ENTRIES SUPPLIED:
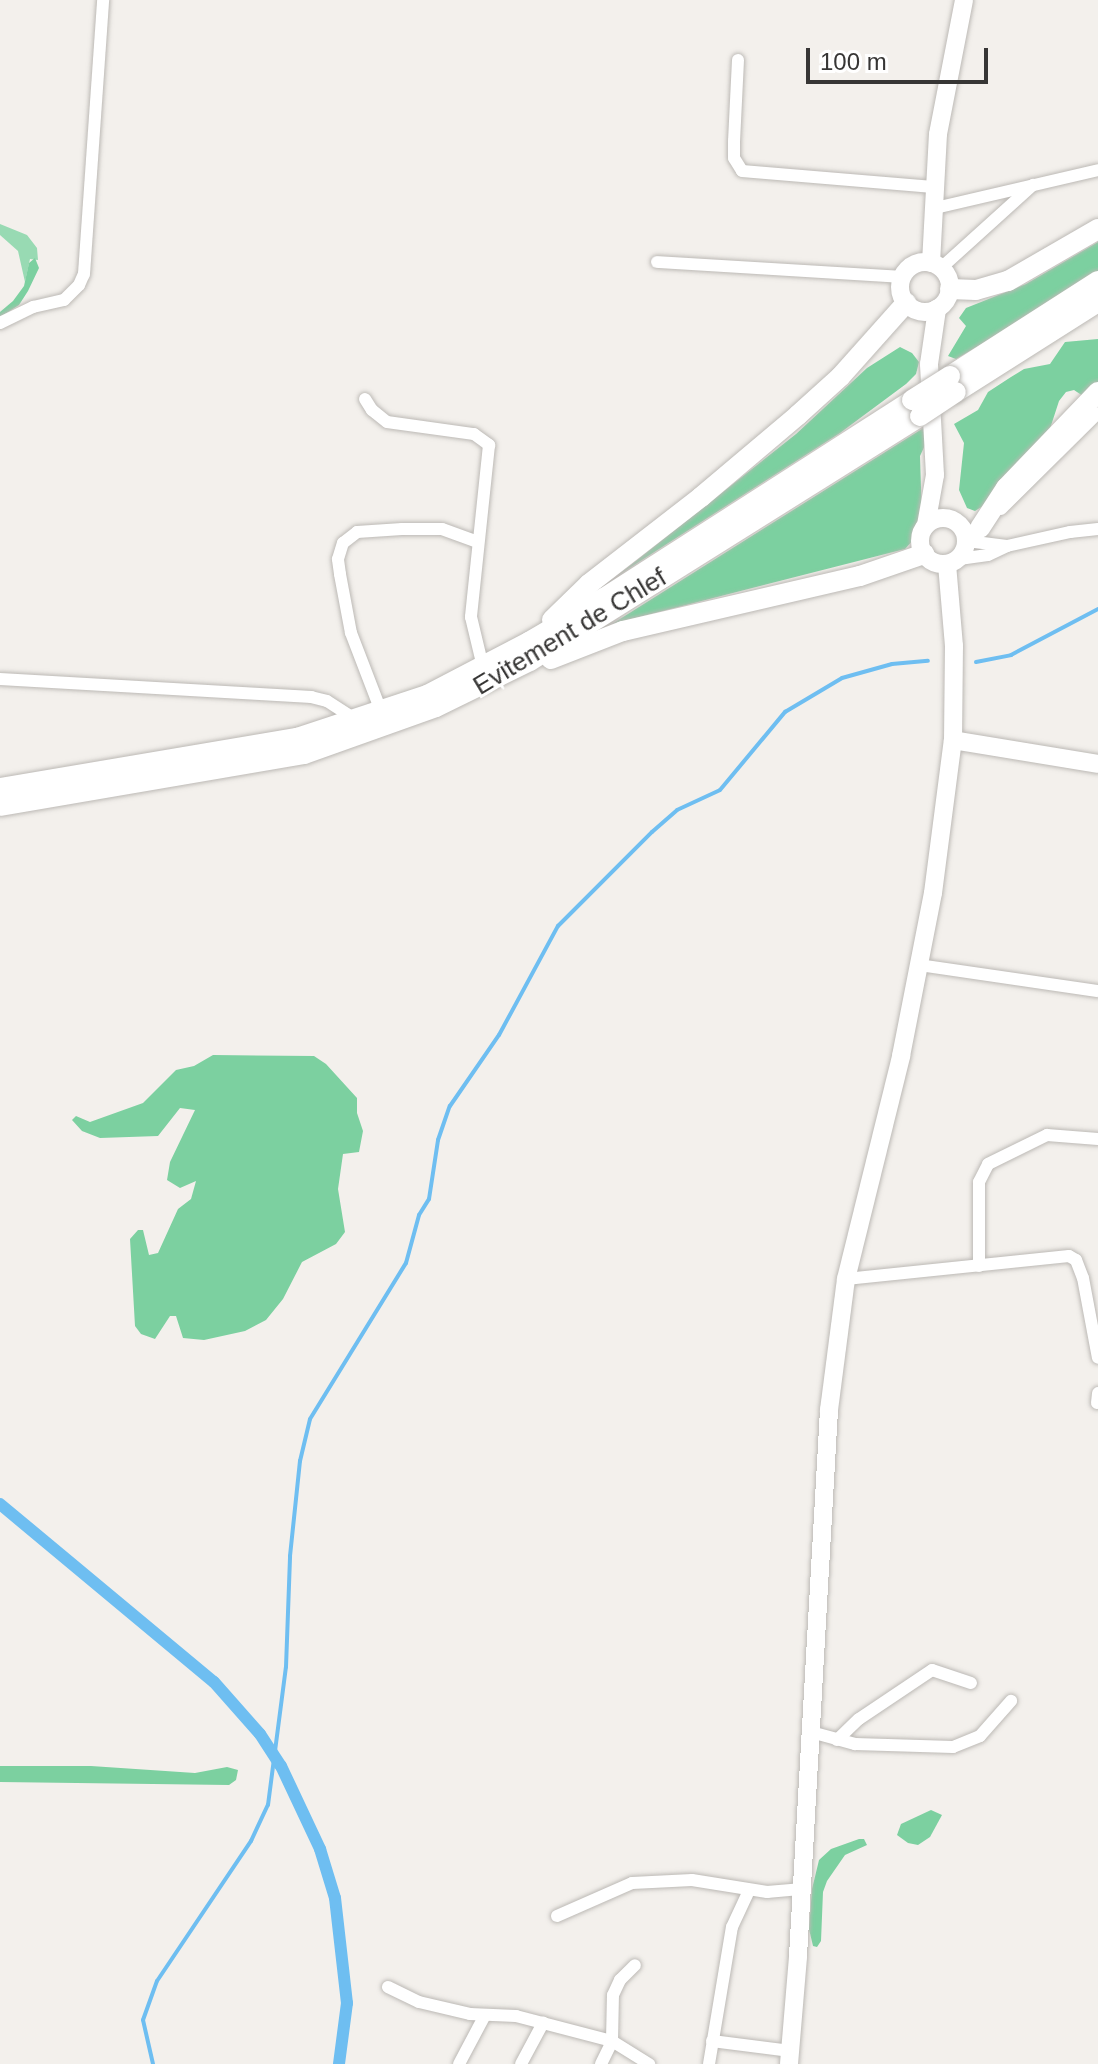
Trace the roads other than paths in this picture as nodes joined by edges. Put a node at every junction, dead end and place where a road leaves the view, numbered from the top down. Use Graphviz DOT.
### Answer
graph roads {
  1 [pos="103,0"];
  2 [pos="964,0"];
  3 [pos="738,60"];
  4 [pos="1098,170"];
  5 [pos="1036,183"];
  6 [pos="933,187"];
  7 [pos="931,209"];
  8 [pos="1098,229"];
  9 [pos="657,262"];
  10 [pos="936,265"];
  11 [pos="902,277"];
  12 [pos="1098,281"];
  13 [pos="950,289"];
  14 [pos="1098,302"];
  15 [pos="909,306"];
  16 [pos="937,309"];
  17 [pos="0,323"];
  18 [pos="929,364"];
  19 [pos="953,384"];
  20 [pos="1098,392"];
  21 [pos="365,399"];
  22 [pos="916,408"];
  23 [pos="1098,413"];
  24 [pos="935,475"];
  25 [pos="926,525"];
  26 [pos="1098,529"];
  27 [pos="968,531"];
  28 [pos="478,542"];
  29 [pos="1007,546"];
  30 [pos="924,554"];
  31 [pos="953,562"];
  32 [pos="529,642"];
  33 [pos="487,674"];
  34 [pos="0,679"];
  35 [pos="381,711"];
  36 [pos="356,720"];
  37 [pos="953,740"];
  38 [pos="1098,764"];
  39 [pos="0,788"];
  40 [pos="0,806"];
  41 [pos="919,965"];
  42 [pos="1098,991"];
  43 [pos="1098,1139"];
  44 [pos="979,1266"];
  45 [pos="846,1279"];
  46 [pos="1098,1358"];
  47 [pos="1098,1393"];
  48 [pos="1097,1403"];
  49 [pos="971,1683"];
  50 [pos="1011,1701"];
  51 [pos="811,1732"];
  52 [pos="837,1740"];
  53 [pos="800,1889"];
  54 [pos="749,1891"];
  55 [pos="557,1916"];
  56 [pos="635,1965"];
  57 [pos="388,1987"];
  58 [pos="485,2015"];
  59 [pos="543,2023"];
  60 [pos="612,2041"];
  61 [pos="712,2041"];
  62 [pos="789,2057"];
  63 [pos="459,2064"];
  64 [pos="521,2064"];
  65 [pos="601,2064"];
  66 [pos="649,2064"];
  67 [pos="709,2064"];
  1 -- 17 [label="street"];
  2 -- 6 [label="main road"];
  3 -- 6 [label="street"];
  4 -- 5 [label="street"];
  5 -- 7 [label="street"];
  5 -- 10 [label="street"];
  6 -- 7 [label="main road"];
  7 -- 10 [label="main road"];
  8 -- 13 [label="highway"];
  9 -- 11 [label="street"];
  10 -- 11 [label="main road"];
  10 -- 13 [label="main road"];
  11 -- 15 [label="main road"];
  12 -- 19 [label="highway"];
  13 -- 16 [label="main road"];
  14 -- 19 [label="highway"];
  15 -- 16 [label="main road"];
  15 -- 18 [label="main road"];
  15 -- 32 [label="highway"];
  16 -- 18 [label="main road"];
  18 -- 24 [label="main road"];
  19 -- 22 [label="highway, bridge"];
  20 -- 27 [label="highway"];
  21 -- 28 [label="street"];
  22 -- 32 [label="highway, Evitement de Chlef"];
  22 -- 33 [label="highway, Evitement de Chlef"];
  23 -- 27 [label="street"];
  24 -- 25 [label="main road"];
  24 -- 27 [label="main road"];
  25 -- 27 [label="main road"];
  25 -- 30 [label="main road"];
  26 -- 29 [label="street"];
  27 -- 29 [label="street"];
  27 -- 31 [label="main road"];
  28 -- 33 [label="street"];
  28 -- 35 [label="street"];
  29 -- 31 [label="street"];
  30 -- 31 [label="main road"];
  30 -- 33 [label="highway"];
  31 -- 37 [label="main road"];
  32 -- 33 [label="highway, Evitement de Chlef"];
  33 -- 35 [label="highway, Evitement de Chlef"];
  33 -- 40 [label="highway, Evitement de Chlef"];
  34 -- 36 [label="street"];
  35 -- 36 [label="highway, Evitement de Chlef"];
  36 -- 39 [label="highway, Evitement de Chlef"];
  37 -- 38 [label="main road"];
  37 -- 41 [label="main road"];
  41 -- 42 [label="street"];
  41 -- 45 [label="main road"];
  43 -- 44 [label="street"];
  44 -- 45 [label="street"];
  44 -- 46 [label="street"];
  45 -- 51 [label="main road"];
  47 -- 48 [label="street"];
  49 -- 52 [label="street"];
  50 -- 52 [label="street"];
  51 -- 52 [label="street"];
  51 -- 53 [label="main road"];
  53 -- 54 [label="street"];
  53 -- 62 [label="main road"];
  54 -- 55 [label="street"];
  54 -- 61 [label="street"];
  56 -- 60 [label="street"];
  57 -- 58 [label="street"];
  58 -- 59 [label="street"];
  58 -- 63 [label="street"];
  59 -- 60 [label="street"];
  59 -- 64 [label="street"];
  60 -- 65 [label="street"];
  60 -- 66 [label="street"];
  61 -- 62 [label="street"];
  61 -- 67 [label="street"];
}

EXERCISE DIRECTIONS:
In the data above, how many lines contain the word "roads"? Only the number is wanted.

TASK SOLUTION:
2